Here's a link to the book review grid so you can check.
There are still TWO copies up for grabs. Who wants 'em?
Sue Rine wrote:A friend and I garden with a group of 9-10 year olds at a local school so, we too, could test it "on the ground", so to speak. Being on the far side of the planet from you, if you decide we'd qualify, I guess by ebook would be the best way.
Sue - have you done any reviews for us already? I can't see any on the grid. If you've done one that's not showing up, can you report it here - http://www.permies.com/t/49054/books/written-book-reviews#411865 - and we can figure out what's wrong.
This may not be the right place to post this message as it relates to the earlier book, Botany in a Day.

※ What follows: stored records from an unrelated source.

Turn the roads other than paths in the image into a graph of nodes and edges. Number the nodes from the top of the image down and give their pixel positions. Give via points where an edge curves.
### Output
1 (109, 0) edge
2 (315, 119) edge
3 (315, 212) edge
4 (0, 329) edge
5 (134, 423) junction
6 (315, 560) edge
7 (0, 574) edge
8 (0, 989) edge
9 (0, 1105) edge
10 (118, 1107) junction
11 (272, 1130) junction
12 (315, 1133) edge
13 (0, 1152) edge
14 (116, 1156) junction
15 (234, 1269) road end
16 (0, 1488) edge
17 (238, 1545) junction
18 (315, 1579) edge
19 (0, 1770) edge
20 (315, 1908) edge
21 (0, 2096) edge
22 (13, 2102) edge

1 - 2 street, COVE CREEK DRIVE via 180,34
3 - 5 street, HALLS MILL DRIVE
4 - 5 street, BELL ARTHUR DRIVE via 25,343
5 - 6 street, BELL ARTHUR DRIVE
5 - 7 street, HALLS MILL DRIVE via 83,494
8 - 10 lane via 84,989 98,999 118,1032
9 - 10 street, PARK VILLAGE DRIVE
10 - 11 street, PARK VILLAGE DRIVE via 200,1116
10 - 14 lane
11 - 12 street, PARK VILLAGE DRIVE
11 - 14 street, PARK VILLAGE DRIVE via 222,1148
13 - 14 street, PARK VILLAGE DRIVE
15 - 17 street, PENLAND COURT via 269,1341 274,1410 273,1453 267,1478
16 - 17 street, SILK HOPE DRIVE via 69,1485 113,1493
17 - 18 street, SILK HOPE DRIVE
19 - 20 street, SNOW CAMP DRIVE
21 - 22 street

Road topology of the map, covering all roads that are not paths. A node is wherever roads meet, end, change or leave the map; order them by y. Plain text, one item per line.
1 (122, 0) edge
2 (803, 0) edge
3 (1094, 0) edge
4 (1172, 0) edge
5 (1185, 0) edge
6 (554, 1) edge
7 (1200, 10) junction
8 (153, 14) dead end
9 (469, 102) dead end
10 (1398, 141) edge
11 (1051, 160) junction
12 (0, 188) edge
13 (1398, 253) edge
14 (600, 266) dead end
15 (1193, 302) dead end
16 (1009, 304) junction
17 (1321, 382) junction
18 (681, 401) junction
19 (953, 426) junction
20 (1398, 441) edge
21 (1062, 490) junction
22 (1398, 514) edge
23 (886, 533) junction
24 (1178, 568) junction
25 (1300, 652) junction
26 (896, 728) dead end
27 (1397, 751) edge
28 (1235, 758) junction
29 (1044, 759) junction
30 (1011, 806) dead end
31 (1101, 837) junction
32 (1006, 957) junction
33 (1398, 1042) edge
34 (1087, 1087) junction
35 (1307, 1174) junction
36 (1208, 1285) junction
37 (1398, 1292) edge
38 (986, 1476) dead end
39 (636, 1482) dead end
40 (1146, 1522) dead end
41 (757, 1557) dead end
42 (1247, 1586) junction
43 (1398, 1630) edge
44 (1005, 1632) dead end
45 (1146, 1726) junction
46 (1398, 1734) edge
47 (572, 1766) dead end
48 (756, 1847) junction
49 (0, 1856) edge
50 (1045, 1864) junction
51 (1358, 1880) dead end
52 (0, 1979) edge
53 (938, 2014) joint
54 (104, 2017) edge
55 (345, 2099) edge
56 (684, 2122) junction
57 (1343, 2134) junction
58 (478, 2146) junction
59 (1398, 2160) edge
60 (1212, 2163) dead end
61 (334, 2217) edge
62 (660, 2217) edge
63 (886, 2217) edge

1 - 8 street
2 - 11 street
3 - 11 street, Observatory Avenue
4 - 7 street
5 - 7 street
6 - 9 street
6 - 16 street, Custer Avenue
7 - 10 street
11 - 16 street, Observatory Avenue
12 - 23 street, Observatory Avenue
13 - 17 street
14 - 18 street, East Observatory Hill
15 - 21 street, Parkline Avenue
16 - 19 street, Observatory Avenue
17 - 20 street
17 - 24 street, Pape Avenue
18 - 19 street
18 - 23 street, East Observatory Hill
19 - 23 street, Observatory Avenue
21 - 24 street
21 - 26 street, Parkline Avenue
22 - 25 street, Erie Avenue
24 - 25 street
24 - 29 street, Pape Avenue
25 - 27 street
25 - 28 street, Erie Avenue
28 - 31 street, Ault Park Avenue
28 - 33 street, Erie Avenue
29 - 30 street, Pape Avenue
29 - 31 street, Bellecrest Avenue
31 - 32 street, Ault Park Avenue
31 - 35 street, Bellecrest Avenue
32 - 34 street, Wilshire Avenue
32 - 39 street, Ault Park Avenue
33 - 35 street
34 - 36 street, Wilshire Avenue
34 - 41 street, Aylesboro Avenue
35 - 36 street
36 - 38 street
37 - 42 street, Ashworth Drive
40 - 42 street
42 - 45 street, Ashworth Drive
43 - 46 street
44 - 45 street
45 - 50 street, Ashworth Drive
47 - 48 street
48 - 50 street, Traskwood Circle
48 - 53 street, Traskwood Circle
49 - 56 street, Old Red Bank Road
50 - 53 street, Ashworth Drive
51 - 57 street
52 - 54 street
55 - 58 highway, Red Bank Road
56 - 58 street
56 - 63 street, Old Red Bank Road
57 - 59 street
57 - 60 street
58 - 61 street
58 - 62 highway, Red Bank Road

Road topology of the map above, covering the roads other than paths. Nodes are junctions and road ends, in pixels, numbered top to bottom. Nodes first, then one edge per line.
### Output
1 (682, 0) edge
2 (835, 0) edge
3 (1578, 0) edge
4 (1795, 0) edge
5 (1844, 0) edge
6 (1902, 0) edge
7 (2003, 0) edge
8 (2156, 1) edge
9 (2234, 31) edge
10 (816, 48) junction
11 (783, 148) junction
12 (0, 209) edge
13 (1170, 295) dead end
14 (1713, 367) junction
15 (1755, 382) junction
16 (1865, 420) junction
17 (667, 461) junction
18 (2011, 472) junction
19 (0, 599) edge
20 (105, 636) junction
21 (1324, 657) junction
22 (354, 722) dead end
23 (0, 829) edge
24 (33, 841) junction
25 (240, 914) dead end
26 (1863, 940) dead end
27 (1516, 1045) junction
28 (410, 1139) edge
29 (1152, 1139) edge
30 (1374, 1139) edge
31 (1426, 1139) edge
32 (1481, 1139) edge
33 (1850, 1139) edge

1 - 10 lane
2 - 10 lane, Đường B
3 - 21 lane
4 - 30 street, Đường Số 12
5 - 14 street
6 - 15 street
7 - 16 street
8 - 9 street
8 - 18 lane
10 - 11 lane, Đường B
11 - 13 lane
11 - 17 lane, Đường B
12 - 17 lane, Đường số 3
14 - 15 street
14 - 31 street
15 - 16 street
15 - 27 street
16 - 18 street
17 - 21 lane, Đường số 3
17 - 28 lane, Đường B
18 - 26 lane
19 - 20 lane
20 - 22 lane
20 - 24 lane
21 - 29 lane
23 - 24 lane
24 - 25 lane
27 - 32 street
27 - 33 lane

After ordering and reading it through inter-library loan, I was convinced our regional library system *really* needed a copy of it. Being an older book, I had to do a fair bit of convincing with our local manager, but we now own two copies that are pretty much continuously out on loan. In fact, currently there are 4 reserves waiting in line for it. Maybe if you guys post some really good reviews of Shanleya's Quest, I can convince them to buy a couple copies of it too! Our regional library system covers many small communities on Vancouver Isl, and many small Gulf Islands like Galiano and Hornby. When our system owns good books like Thomas Elpel writes, it make them available to many people who otherwise would not likely have access. I thank him very much for writing and educating!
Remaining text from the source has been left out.